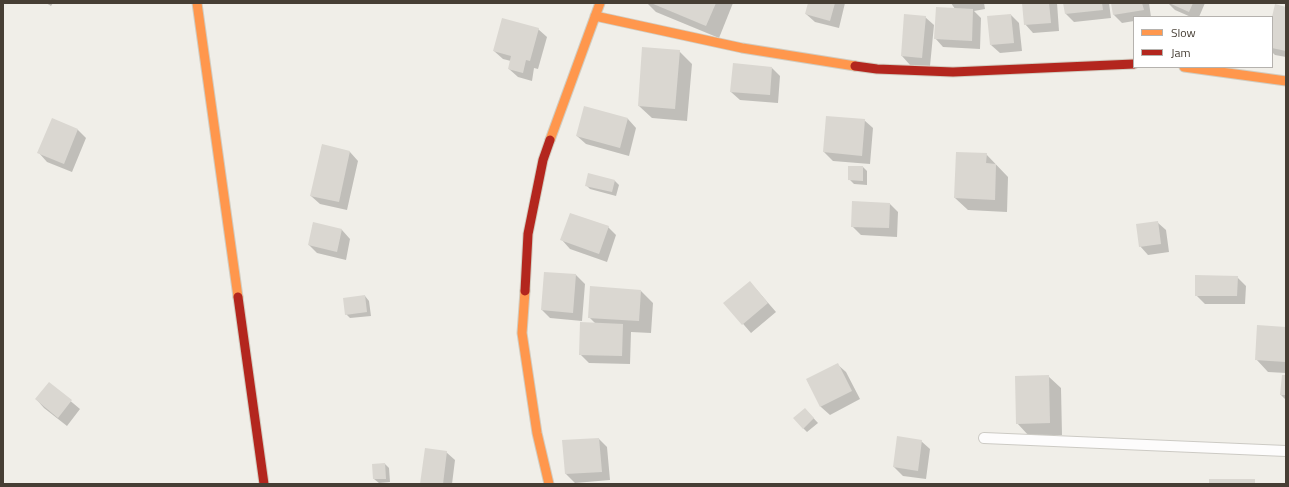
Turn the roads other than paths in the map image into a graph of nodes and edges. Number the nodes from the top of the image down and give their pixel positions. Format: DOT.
graph roads {
  1 [pos="197,3"];
  2 [pos="600,3"];
  3 [pos="595,16"];
  4 [pos="1133,64"];
  5 [pos="1191,68"];
  6 [pos="1286,81"];
  7 [pos="984,438"];
  8 [pos="1286,451"];
  9 [pos="264,484"];
  10 [pos="549,484"];
  1 -- 9 [label="street"];
  2 -- 3 [label="street"];
  3 -- 4 [label="street"];
  3 -- 10 [label="street"];
  5 -- 6 [label="street"];
  7 -- 8 [label="lane"];
}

---------------

▶ _Exercise prompt_: Without the pictures, give the entries above back exactly.

▶ _Response area_:
Turn the roads other than paths in the map image into a graph of nodes and edges. Number the nodes from the top of the image down and give their pixel positions. Format: DOT.
graph roads {
  1 [pos="197,3"];
  2 [pos="600,3"];
  3 [pos="595,16"];
  4 [pos="1133,64"];
  5 [pos="1191,68"];
  6 [pos="1286,81"];
  7 [pos="984,438"];
  8 [pos="1286,451"];
  9 [pos="264,484"];
  10 [pos="549,484"];
  1 -- 9 [label="street"];
  2 -- 3 [label="street"];
  3 -- 4 [label="street"];
  3 -- 10 [label="street"];
  5 -- 6 [label="street"];
  7 -- 8 [label="lane"];
}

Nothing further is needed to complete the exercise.